Data to process.

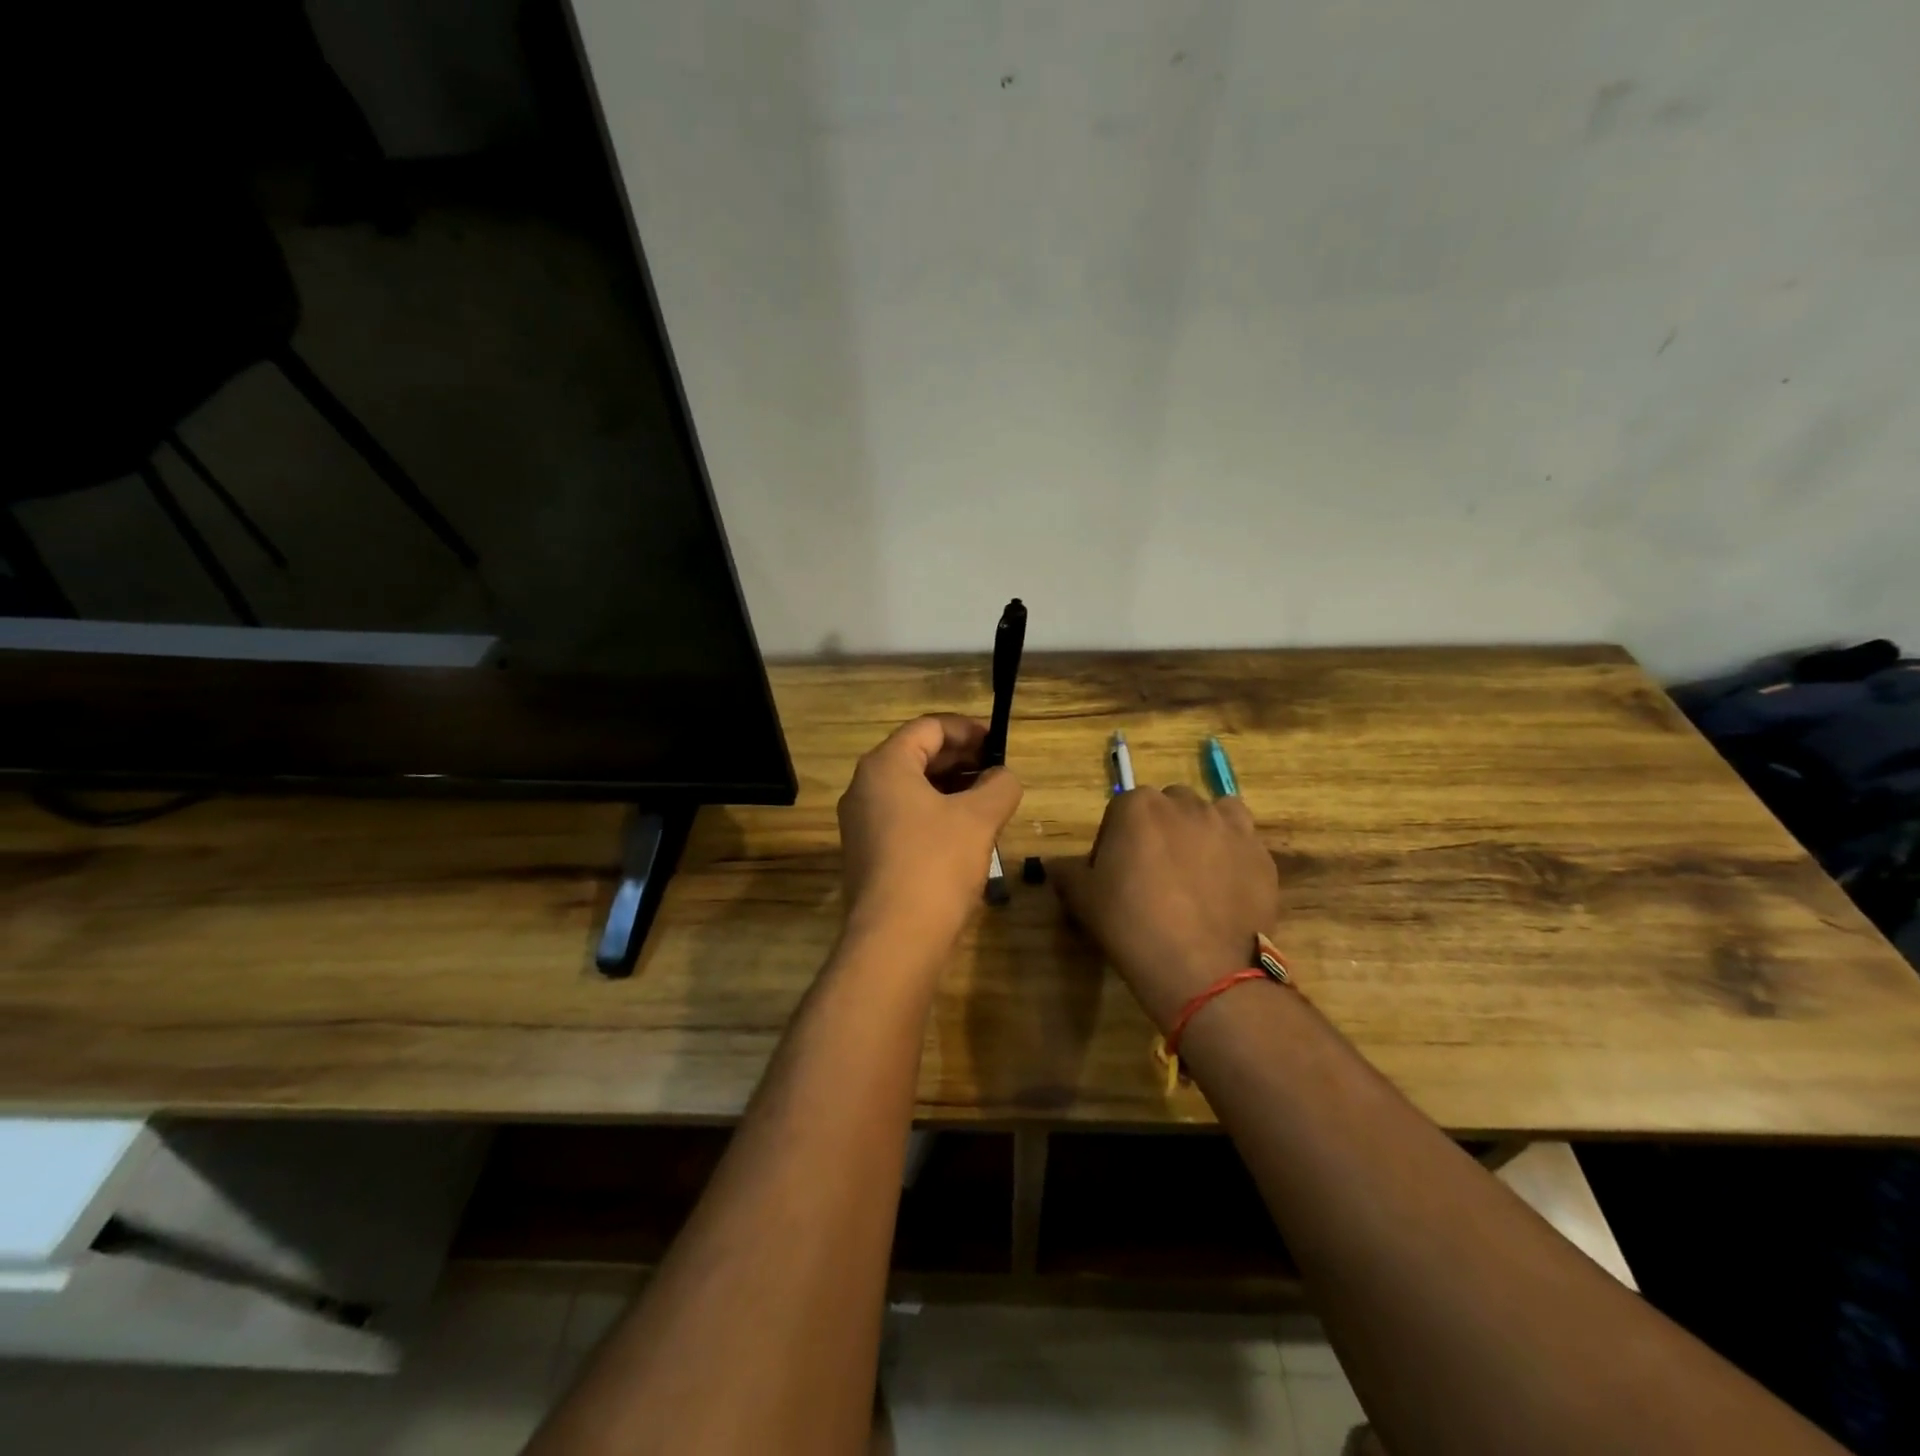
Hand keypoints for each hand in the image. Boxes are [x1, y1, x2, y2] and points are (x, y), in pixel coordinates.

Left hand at [837, 715, 1023, 959]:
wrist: (894, 939)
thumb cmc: (936, 864)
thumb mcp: (978, 818)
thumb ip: (999, 786)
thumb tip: (1003, 777)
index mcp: (885, 766)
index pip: (928, 727)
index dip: (967, 729)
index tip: (999, 743)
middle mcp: (864, 787)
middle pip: (916, 755)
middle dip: (960, 758)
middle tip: (997, 770)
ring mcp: (861, 823)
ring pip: (911, 789)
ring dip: (950, 787)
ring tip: (987, 799)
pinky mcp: (867, 853)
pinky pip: (904, 817)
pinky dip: (935, 813)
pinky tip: (965, 831)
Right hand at [1053, 787, 1280, 1031]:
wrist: (1203, 969)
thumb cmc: (1131, 925)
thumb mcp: (1082, 899)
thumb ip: (1067, 872)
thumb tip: (1059, 865)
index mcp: (1137, 806)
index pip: (1120, 811)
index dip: (1115, 842)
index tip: (1115, 875)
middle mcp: (1185, 804)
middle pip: (1167, 807)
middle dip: (1159, 831)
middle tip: (1154, 874)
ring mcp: (1228, 826)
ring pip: (1209, 815)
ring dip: (1199, 833)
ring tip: (1194, 874)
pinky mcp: (1260, 853)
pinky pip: (1243, 841)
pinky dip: (1232, 854)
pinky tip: (1225, 887)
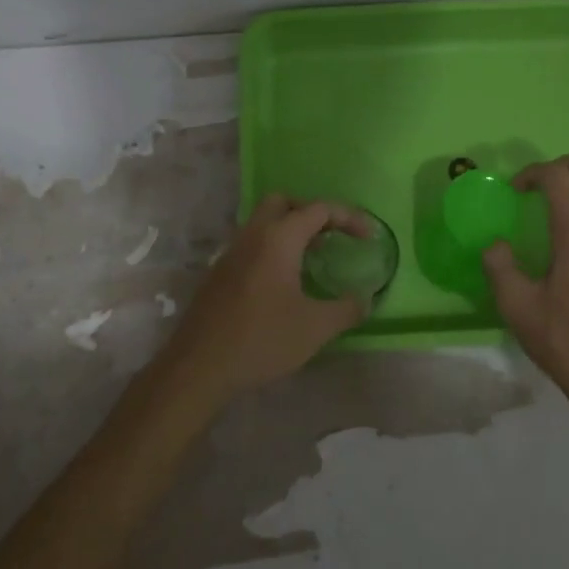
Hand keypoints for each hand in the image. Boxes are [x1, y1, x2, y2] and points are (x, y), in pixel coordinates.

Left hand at [159, 194, 369, 405]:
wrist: (199, 365)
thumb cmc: (262, 339)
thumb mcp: (315, 328)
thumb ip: (346, 309)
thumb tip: (366, 299)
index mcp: (278, 238)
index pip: (318, 209)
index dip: (348, 217)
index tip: (368, 237)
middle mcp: (253, 235)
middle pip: (284, 203)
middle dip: (312, 213)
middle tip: (332, 237)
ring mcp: (231, 252)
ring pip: (263, 222)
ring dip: (290, 230)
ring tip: (313, 258)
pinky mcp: (219, 272)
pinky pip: (251, 244)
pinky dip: (273, 248)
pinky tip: (284, 281)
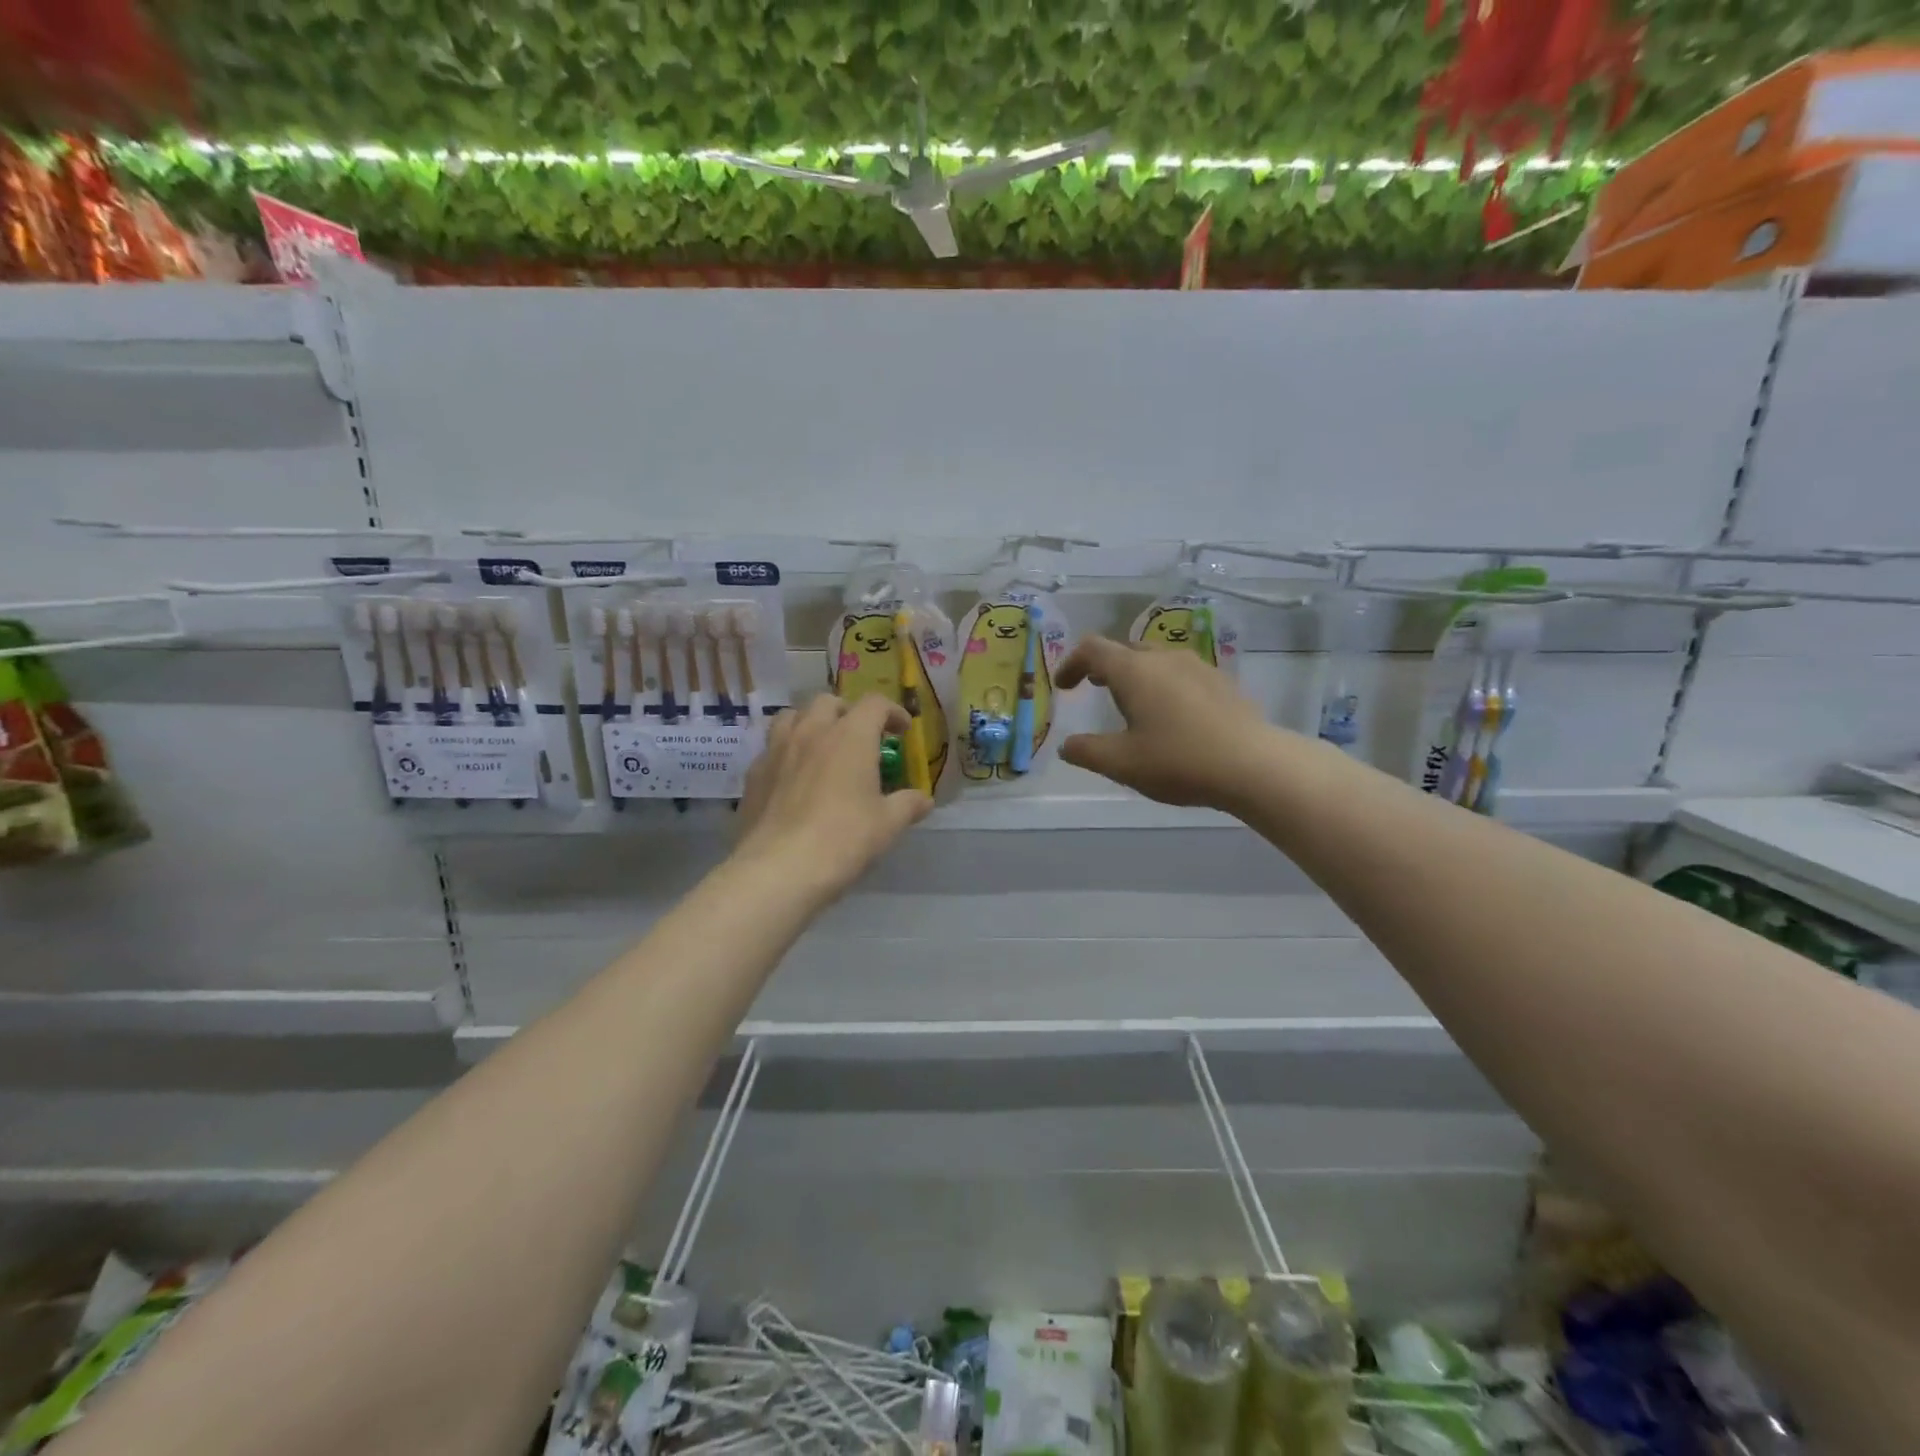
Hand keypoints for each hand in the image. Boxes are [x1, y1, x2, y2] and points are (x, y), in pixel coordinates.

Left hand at [734, 693, 931, 898]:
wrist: (779, 868)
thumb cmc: (843, 839)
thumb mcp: (887, 825)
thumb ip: (908, 805)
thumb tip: (924, 800)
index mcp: (850, 736)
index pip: (874, 704)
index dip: (892, 712)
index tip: (902, 731)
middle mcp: (812, 732)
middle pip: (829, 701)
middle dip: (848, 712)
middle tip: (860, 737)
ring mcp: (777, 750)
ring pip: (792, 716)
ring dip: (811, 723)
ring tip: (821, 745)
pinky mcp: (753, 773)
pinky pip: (771, 748)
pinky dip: (787, 751)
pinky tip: (794, 776)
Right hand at [1057, 636, 1274, 809]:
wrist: (1254, 765)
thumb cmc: (1179, 760)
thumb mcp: (1122, 764)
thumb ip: (1087, 752)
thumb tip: (1067, 746)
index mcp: (1134, 671)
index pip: (1092, 649)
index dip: (1071, 663)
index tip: (1064, 687)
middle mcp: (1164, 658)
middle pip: (1125, 650)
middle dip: (1104, 667)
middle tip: (1095, 690)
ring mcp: (1197, 667)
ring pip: (1156, 660)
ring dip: (1137, 675)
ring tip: (1134, 704)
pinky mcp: (1222, 682)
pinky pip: (1181, 674)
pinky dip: (1164, 686)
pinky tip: (1173, 716)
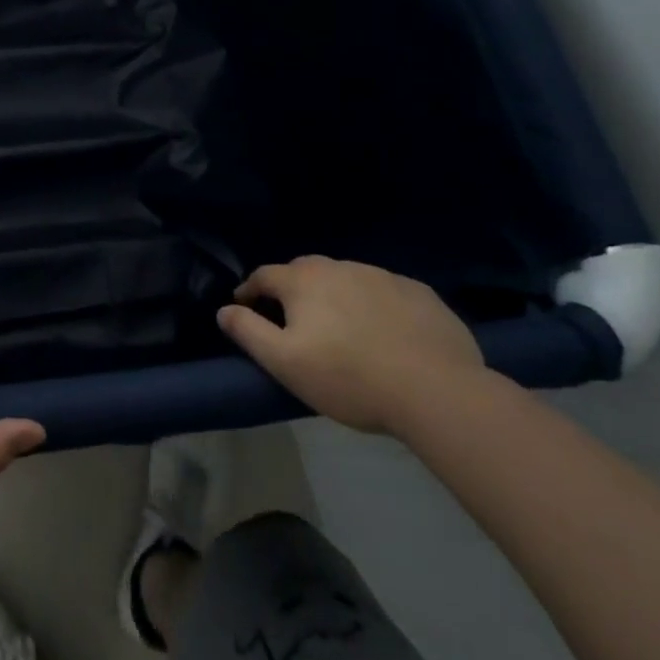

Work required. The whole listing is to be duplicated verbatim, apart from its images.

Result for this exercise.
Hand keypoints for each hand in the image. Boxes are [x1, y1, x2, y2] and points are (x, y), in pixel coordinates.

Left hand at [837, 715, 1023, 959]:
wrist: (894, 939)
thumb cmc: (936, 864)
thumb mcp: (978, 818)
thumb ip: (999, 786)
thumb tip: (1003, 777)
index mcp: (885, 766)
index pip: (928, 727)
index dip: (967, 729)
index tip: (999, 743)
middle mcp: (864, 787)
middle pip: (916, 755)
middle dip: (960, 758)
middle tip: (997, 770)
ring mcp: (861, 823)
ring pip: (911, 789)
ring dip: (950, 787)
ring tip: (987, 799)
pinky mcp: (867, 853)
pinky pip: (904, 817)
pinky dip: (935, 813)
pinky tip: (965, 831)
Right hand at [1053, 787, 1280, 1031]:
wrist: (1203, 969)
thumb cmc: (1131, 925)
thumb mcp: (1082, 899)
thumb ip: (1067, 872)
thumb tip: (1059, 865)
index mcp: (1137, 806)
index pip: (1120, 811)
index dip: (1115, 842)
index tip: (1115, 875)
middle mcp: (1185, 804)
middle pip: (1167, 807)
middle dip: (1159, 831)
middle tip: (1154, 874)
ring mcp: (1228, 826)
ring pip: (1209, 815)
ring dip: (1199, 833)
ring tip: (1194, 874)
pinky mcp: (1260, 853)
pinky pip: (1243, 841)
pinky dip: (1232, 854)
pinky tip: (1225, 887)
Hand keypoints for each hand in the image. Boxes are [x1, y1, x2, y2] and points are (x, y), in pixel coordinates.

Left hand at [159, 194, 369, 405]:
wrist: (199, 365)
thumb cmc: (262, 339)
thumb mcp: (315, 328)
thumb ip: (346, 309)
thumb tip: (366, 299)
index mcp: (278, 238)
index pip: (318, 209)
index dip: (348, 217)
index tip: (368, 237)
middle mcp: (253, 235)
middle pip: (284, 203)
middle dip: (312, 213)
middle tip: (332, 237)
ring mcp: (231, 252)
ring pip: (263, 222)
ring dip: (290, 230)
ring tip: (313, 258)
pinky mcp: (219, 272)
pinky pip: (251, 244)
pinky dip: (273, 248)
pinky tip: (284, 281)
Hand keypoints for each hand in the image. Boxes are [x1, y1, x2, y2] and points are (x, y), in pixel coordinates.

Left hand at [734, 693, 931, 898]:
wrist: (779, 868)
thumb cmc: (843, 839)
thumb mcp: (887, 825)
thumb ip: (908, 805)
thumb tip: (924, 800)
index mcp: (850, 736)
index pip: (874, 704)
index dip: (892, 712)
index tip: (902, 731)
middle mcp: (812, 732)
middle pip: (829, 701)
middle dip: (848, 712)
middle tip: (860, 737)
ring mcp: (777, 750)
ring pip: (792, 716)
ring dip: (811, 723)
ring tip: (821, 745)
pinky mcp: (753, 773)
pinky pip: (771, 748)
pinky dip: (787, 751)
pinky tip: (794, 776)
Right hand at [1057, 636, 1274, 809]:
wrist: (1254, 765)
thumb cmc: (1179, 760)
thumb mcp: (1122, 764)
thumb ip: (1087, 752)
thumb tip: (1067, 746)
index mcp: (1134, 671)
index pip: (1092, 649)
index dip: (1071, 663)
index tip: (1064, 687)
middle mcp: (1164, 658)
middle pip: (1125, 650)
middle dip: (1104, 667)
middle tip: (1095, 690)
ring mcp: (1197, 667)
ring pip: (1156, 660)
ring dip: (1137, 675)
ring tip: (1134, 704)
pinky mcp: (1222, 682)
pinky pip: (1181, 674)
pinky dip: (1164, 686)
pinky tip: (1173, 716)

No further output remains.